Le Centre des Congrès André Grosjean relooké pour accueillir le 47e congrès de la SPHR (crédit photo @tribuca)

Et cette énergie retrouvée, Vincent David la met au service de sa famille professionnelle justement, celle qu’il défend pour en faire partie depuis tant d’années et pour en être le fidèle représentant au SPHR. « Nous avons la crainte de subir un double discours de la part de nos dirigeants politiques : d’un côté nous déclarer que nous sommes un pilier de la démocratie, de l’autre, nous ajouter des taxes, nous retirer en partie les services de la Poste, par exemple. Nous souhaitons capter l’attention de ceux qui nous gouvernent, en leur demandant de nous laisser faire notre métier, de laisser circuler les journalistes lorsqu’ils se rendent sur des lieux de reportage, de les laisser s’approcher des tribunes officielles lors de la venue de ministres et de personnalités. De nous laisser distribuer nos journaux, par le biais de la Poste dans sa mission de service public, au lieu de nous pousser vers le portage.

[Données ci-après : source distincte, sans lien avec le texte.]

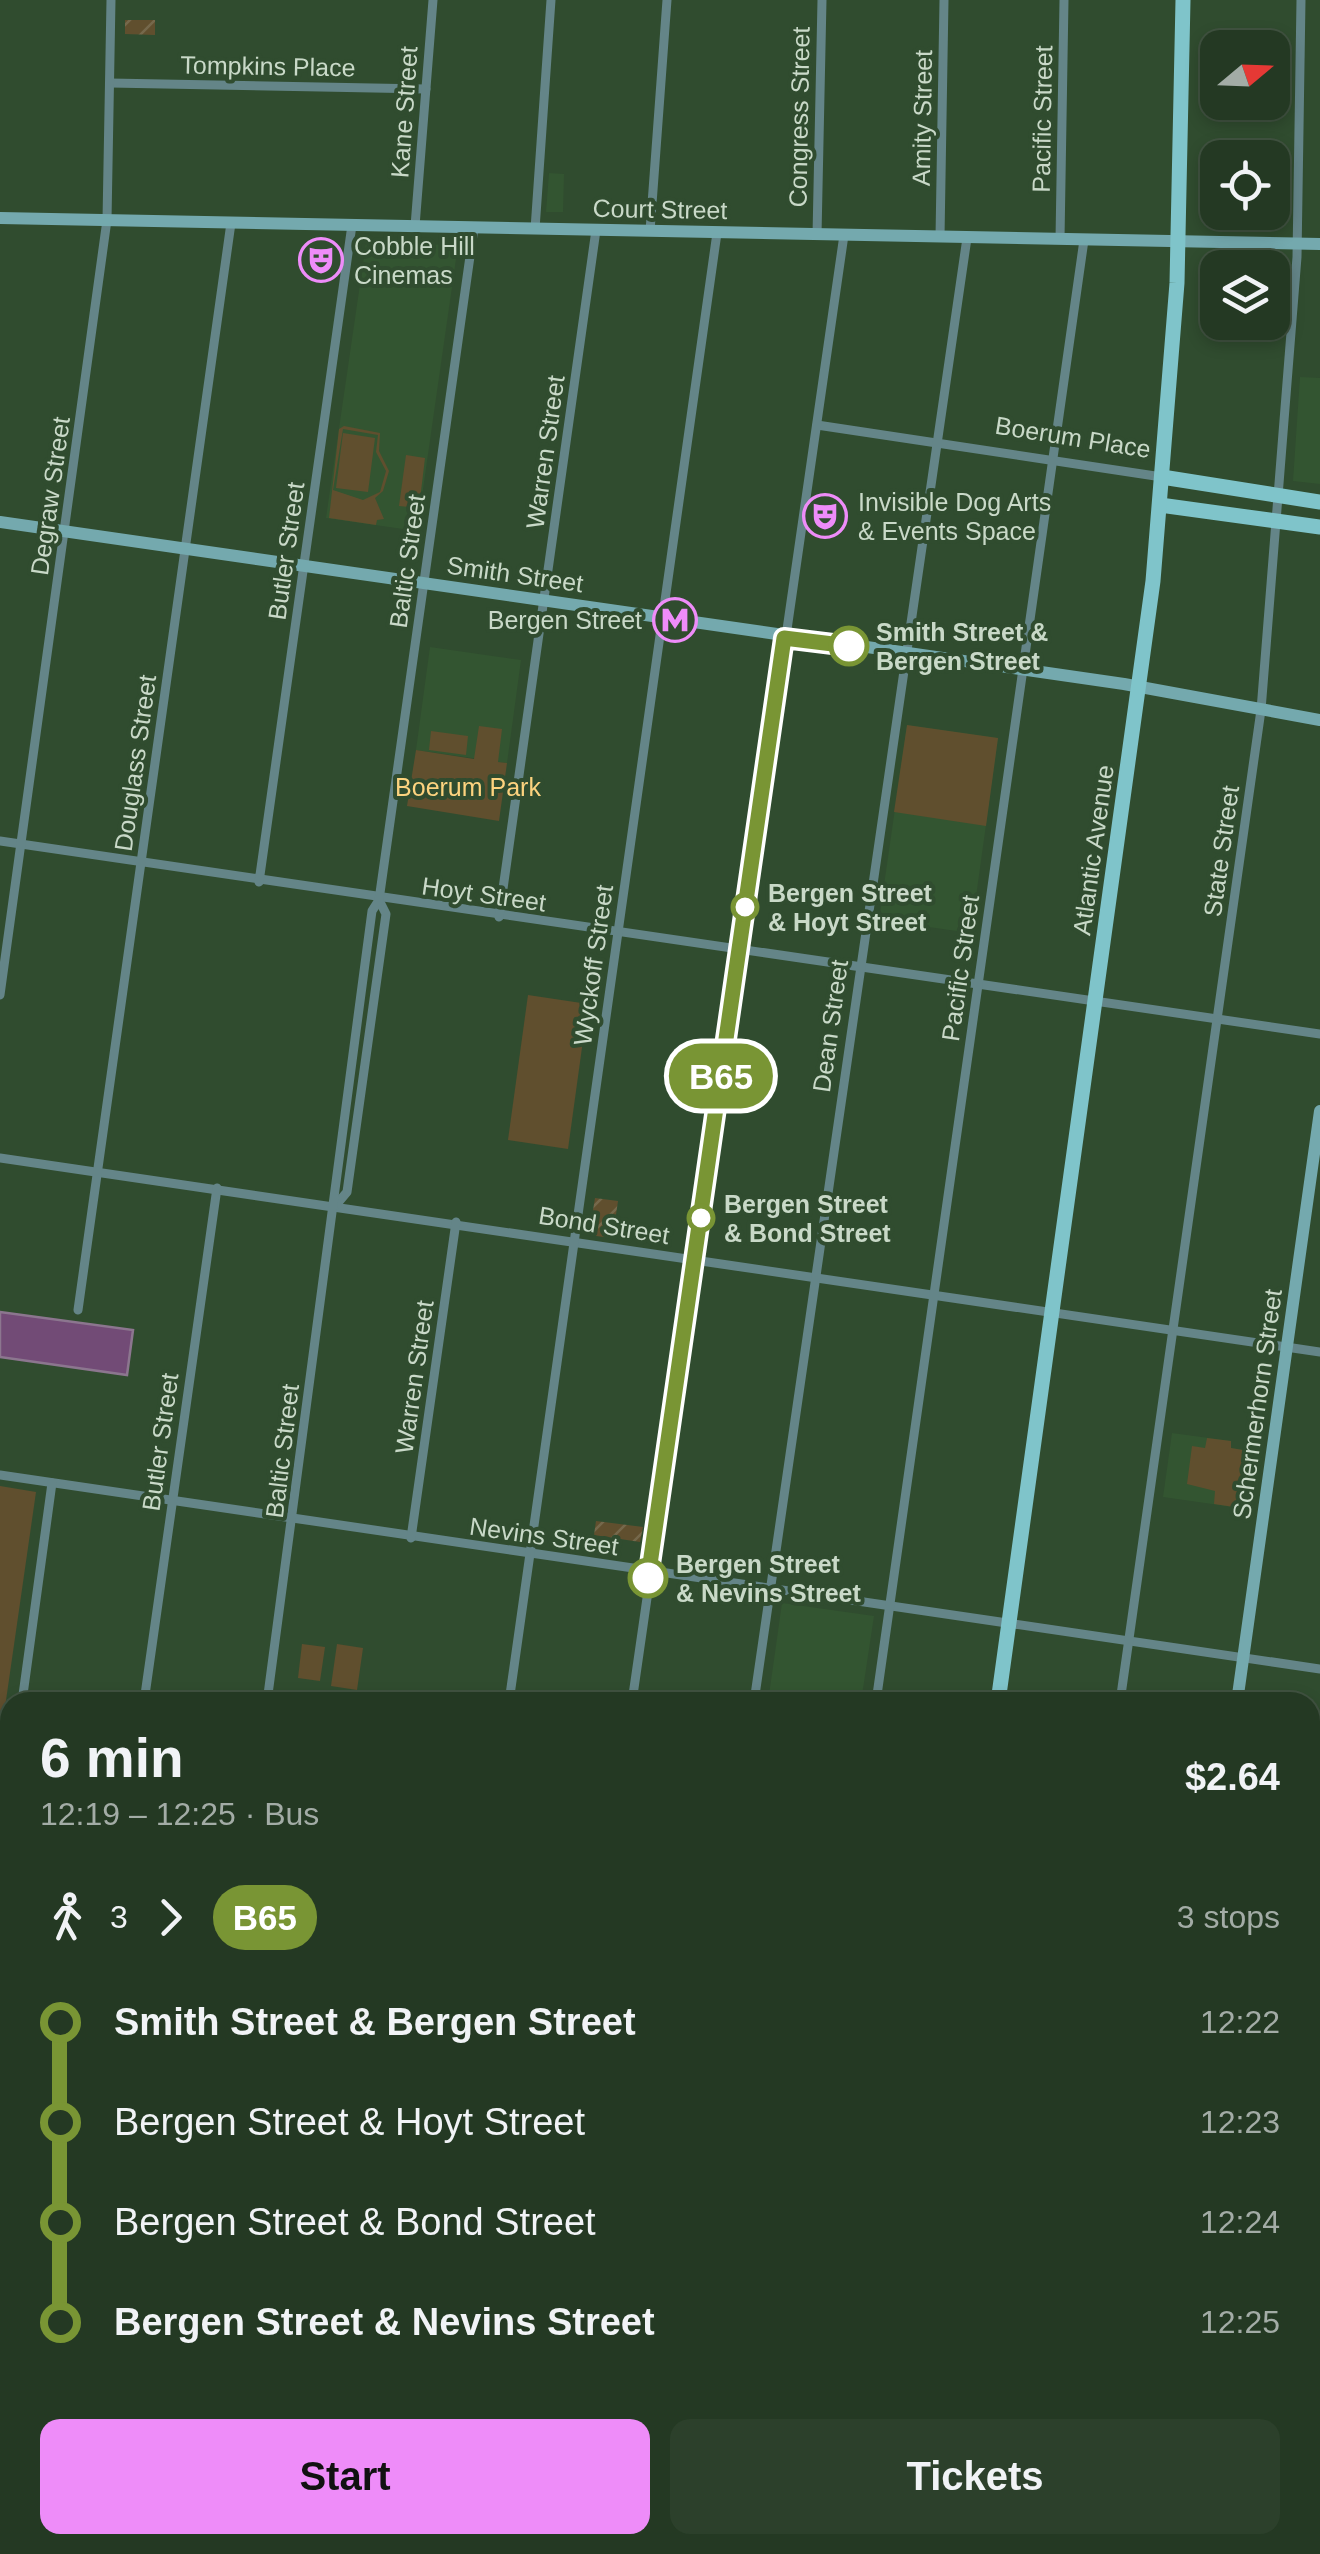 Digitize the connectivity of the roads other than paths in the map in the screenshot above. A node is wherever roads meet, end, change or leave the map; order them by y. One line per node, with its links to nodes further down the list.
1 (112, 0): 10 (street, Degraw Street)
2 (433, 0): 11 (street, Kane Street)
3 (551, 0): 18 (street)
4 (668, 0): 20 (street)
5 (822, 0): 22 (street, Congress Street)
6 (944, 0): 24 (street, Amity Street)
7 (1064, 0): 26 (street, Pacific Street)
8 (1183, 0): 28 (main road, Atlantic Avenue)
9 (1301, 0): 29 (street, State Street)
10 (110, 83): 11 (street, Tompkins Place); 13 (street, Degraw Street)
11 (426, 90): 16 (street, Kane Street)
12 (0, 218): 13 (street, Court Street)
13 (107, 220): 14 (street, Court Street); 41 (street, Degraw Street)
14 (231, 222): 15 (street, Court Street); 42 (street, Douglass Street)
15 (352, 225): 16 (street, Court Street); 43 (street, Butler Street)
16 (415, 226): 17 (street, Court Street)
17 (474, 228): 18 (street, Court Street); 44 (street, Baltic Street)
18 (534, 229): 19 (street, Court Street)
19 (596, 230): 20 (street, Court Street); 45 (street, Warren Street)
20 (650, 231): 21 (street, Court Street)
21 (717, 232): 22 (street, Court Street); 46 (street, Wyckoff Street)
22 (816, 235): 23 (street, Court Street)
23 (844, 235): 24 (street, Court Street); 31 (street)
24 (940, 237): 25 (street, Court Street)
25 (967, 238): 26 (street, Court Street); 32 (street, Dean Street)
26 (1060, 240): 27 (street, Court Street)
27 (1084, 240): 28 (street, Court Street); 33 (street, Pacific Street)
28 (1179, 242): 29 (street, Court Street); 34 (main road, Atlantic Avenue)
29 (1297, 244): 30 (street, Court Street); 35 (street, State Street)
30 (1320, 244)
31 (816, 426): 32 (street, Boerum Place); 47 (street)
32 (938, 442): 33 (street, Boerum Place); 48 (street, Dean Street)
33 (1054, 458): 34 (street, Boerum Place); 49 (street, Pacific Street)
34 (1162, 477): 35 (main road, Boerum Place); 37 (main road, Atlantic Avenue)
35 (1279, 497): 36 (main road, Boerum Place); 38 (street, State Street)
36 (1320, 502)
37 (1160, 505): 38 (main road); 50 (main road, Atlantic Avenue)
38 (1277, 521): 40 (main road); 51 (street, State Street)
39 (0, 522): 41 (street, Smith Street)
40 (1320, 526)
41 (65, 532): 42 (street, Smith Street); 54 (street, Degraw Street)
42 (185, 549): 43 (street, Smith Street); 55 (street, Douglass Street)
43 (304, 566): 44 (street, Smith Street); 56 (street, Butler Street)
44 (424, 584): 45 (street, Smith Street); 57 (street, Baltic Street)
45 (544, 601): 46 (street, Smith Street); 58 (street, Warren Street)
46 (663, 619): 47 (street, Smith Street); 59 (street, Wyckoff Street)
47 (784, 638): 48 (street, Smith Street); 60 (street)
48 (906, 654): 49 (street, Smith Street); 61 (street, Dean Street)
49 (1023, 671): 50 (street, Smith Street); 62 (street, Pacific Street)
50 (1141, 690): 51 (street, Smith Street); 64 (main road, Atlantic Avenue)
51 (1261, 710): 52 (street, Smith Street); 65 (street, State Street)
52 (1320, 720)
53 (0, 842): 54 (street, Hoyt Street)
54 (22, 844): 55 (street, Hoyt Street); 63 (street, Degraw Street)
55 (141, 863): 56 (street, Hoyt Street); 69 (street, Douglass Street)
56 (259, 882): 57 (street, Hoyt Street)
57 (379, 900): 58 (street, Hoyt Street); 71 (street, Baltic Street)
58 (499, 917): 59 (street, Hoyt Street)
59 (618, 933): 60 (street, Hoyt Street); 73 (street, Wyckoff Street)
60 (739, 950): 61 (street, Hoyt Street); 74 (street)
61 (858, 966): 62 (street, Hoyt Street); 75 (street, Dean Street)
62 (978, 984): 64 (street, Hoyt Street); 76 (street, Pacific Street)
63 (0, 996)
64 (1097, 1001): 65 (street, Hoyt Street); 78 (main road, Atlantic Avenue)
65 (1217, 1018): 66 (street, Hoyt Street); 79 (street, State Street)
66 (1320, 1034)
67 (1320, 1111): 80 (street, Schermerhorn Street)
68 (0, 1158): 69 (street, Bond Street)
69 (97, 1171): 70 (street, Bond Street); 77 (street, Douglass Street)
70 (217, 1188): 71 (street, Bond Street); 84 (street, Butler Street)
71 (336, 1205): 72 (street, Bond Street); 85 (street, Baltic Street)
72 (456, 1222): 73 (street, Bond Street); 86 (street, Warren Street)
73 (574, 1240): 74 (street, Bond Street); 87 (street, Wyckoff Street)
74 (695, 1260): 75 (street, Bond Street); 88 (street)
75 (814, 1277): 76 (street, Bond Street); 89 (street, Dean Street)
76 (934, 1294): 78 (street, Bond Street); 90 (street, Pacific Street)
77 (78, 1310)
78 (1054, 1312): 79 (street, Bond Street); 91 (main road, Atlantic Avenue)
79 (1173, 1329): 80 (street, Bond Street); 92 (street, State Street)
80 (1288, 1347): 81 (street, Bond Street); 93 (street, Schermerhorn Street)
81 (1320, 1352)
82 (0, 1475): 83 (street, Nevins Street)
83 (52, 1483): 84 (street, Nevins Street); 95 (street)
84 (172, 1500): 85 (street, Nevins Street); 96 (street, Butler Street)
85 (292, 1520): 86 (street, Nevins Street); 97 (street, Baltic Street)
86 (411, 1538): 87 (street, Nevins Street)
87 (530, 1554): 88 (street, Nevins Street); 98 (street, Wyckoff Street)
88 (650, 1570): 89 (street, Nevins Street); 99 (street)
89 (770, 1588): 90 (street, Nevins Street); 100 (street, Dean Street)
90 (890, 1605): 91 (street, Nevins Street); 101 (street, Pacific Street)
91 (1010, 1622): 92 (street, Nevins Street); 102 (main road, Atlantic Avenue)
92 (1129, 1640): 93 (street, Nevins Street); 103 (street, State Street)
93 (1244, 1658): 94 (street, Nevins Street); 104 (street, Schermerhorn Street)
94 (1320, 1669)
95 (23, 1692)
96 (145, 1692)
97 (268, 1692)
98 (511, 1692)
99 (633, 1692)
100 (755, 1692)
101 (877, 1692)
102 (1000, 1692)
103 (1121, 1692)
104 (1239, 1692)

Alors pas dans le discours, mais sur le terrain, les facteurs nous le disent, la priorité est aux colis… De même, permettre la survie des points de vente, en revitalisant les zones rurales, les centre-bourgs, aider les journaux à être présents partout. » a-t-il plaidé.

Après avoir « depuis plus de deux siècles pour certains d’entre nous » su relever les défis qui s’imposaient à elle, la presse hebdomadaire régionale opère aujourd’hui un des nombreux nouveaux virages de son histoire. Et réunie en congrès, sa grande famille prépare déjà les défis suivants.

*Il se murmure que le 48e congrès se réunira à Laval, en 2023, organisé par le Courrier de la Mayenne.